Troubleshooting WiFi issues

Things to consider when having trouble with your WiFi connection:

1.) Reset the Wireless Adapter Always start your troubleshooting process by removing your iPAQ’s main battery (this only applies to iPAQs with a consumer accessible battery) for 30 seconds, then replacing the battery. This will force a core-reset of the wireless adapter, as well as a soft-reset of the iPAQ itself.
2.) Update your software: Make sure your iPAQ has the most recent BIOS, Firmware, and Drivers.

1.) WEP/WPA: Check to see if you have WEP or WPA enabled. If so, please disable this setting for the duration of troubleshooting. You can re-enable it once the connectivity issues are resolved.
2.) MAC Adress Filtering: Check to see if you have MAC Address Filtering enabled. If so, please disable this setting for the duration of troubleshooting. You can re-enable it once the connectivity issues are resolved.
3.) Update your Router/AP’s Firmware: Check with your Router’s manufacturer to verify that you have the most up-to-date version of the Router’s BIOS or Firmware. If your Router/AP is not up-to-date, please download any updates and apply them!
4.) Disable Mixed Mode Wireless: If your Router/AP supports multiple “mode” protocols (e.g: A+B or B+G), please make sure that your Router/AP is placed in the default mode for your iPAQ for the duration of your troubleshooting efforts. Most wireless adapters for the iPAQ are built-in adapters, which are all “B” only adapters. Most of the add-on SD cards are “B”, but I believe there are a few “G” standard SD cards available. You can re-enable “mixed mode” on the Router/AP once the connectivity issues are resolved.

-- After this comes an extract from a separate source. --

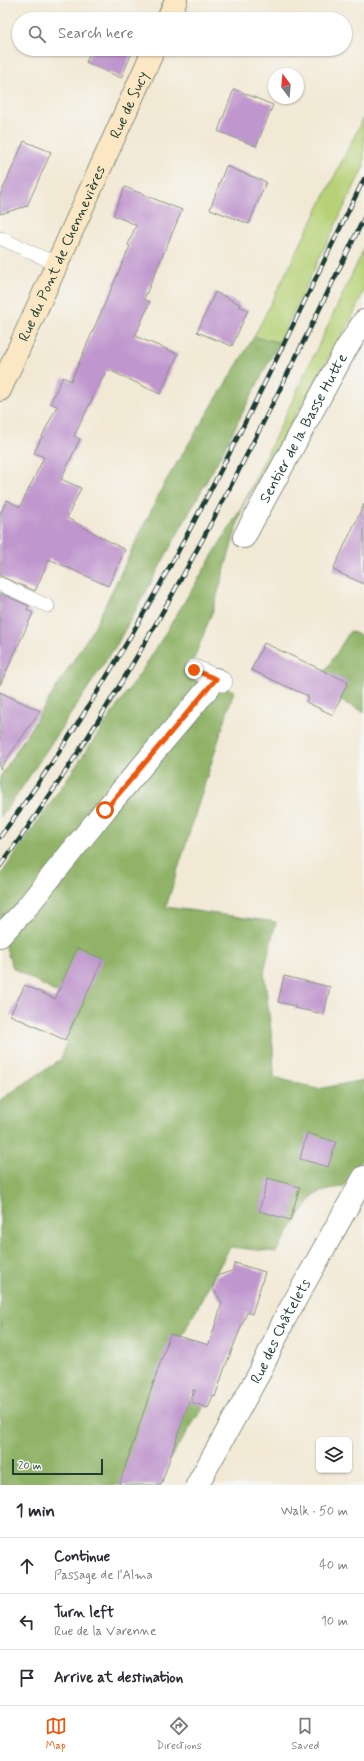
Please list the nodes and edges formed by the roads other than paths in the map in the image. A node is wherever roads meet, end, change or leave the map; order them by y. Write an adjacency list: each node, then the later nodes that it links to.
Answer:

1.) Cordless Telephones: 2.4MHz cordless phones use the very same frequency spectrum as the Wireless B & G standards use. If you have an “A” flavored router, then you can be affected by both 2.4GHz and 5.8GHz cordless phones. If you have such phones, please disconnect the base-unit for the duration of your troubleshooting efforts.
2.) Microwaves and other Noise producers: Any equipment that produces electro-magnetic interference (e.g. Microwaves, Air Conditioners, Large screen TVs, etc) can garble your wireless signal, thus preventing you from connecting to your Access Point. Please place yourself within direct line of sight of your Access Point when troubleshooting.
3.) Distance Limitations for WiFi Radio signal: For the most part, Wireless “B” is meant to span a distance of 250′ – 300′ unobstructed line of sight (or outside). Wireless “G” actually has the same distance limitations, it just operates at a higher speed.
4.) Walls, Roofs, and Building Structures: If you plan to operate within a building (home, business, etc), then you can expect that distance reflected in item #3 to be reduced by 15 feet for each standard 6″ wall that your signal will have to go through.
5.) Placement of your Wireless Access Point: If you have any control over the placement of your AP, it is best to place them as high as is possible. Because most AP’s have omni-directional antennas, you will realize a much larger coverage area if you place the AP as high as it can go within the stated range of the AP.

  • Use of a built-in (Internal) Antenna will radiate the radio waves in a donut-like shape, which will have the effect of creating a “cone of silence” immediately above and below the Router/AP. So placing the unit central to all of your computers should lessen this affect.
  • Use of an adjustable External “Rubber Duck” (the name given to those flexible rubberized Antennas) will allow you to choose where the radio waves (again in the shape of a donut) are sent. Obviously, this also allows you to control which direction the “cones” face as well.
  • Use of dual adjustable “Rubber Duck” antennas will allow you to cancel-out the “cone” by overlapping two “donut” frequencies (one on the vertical, one on the horizontal).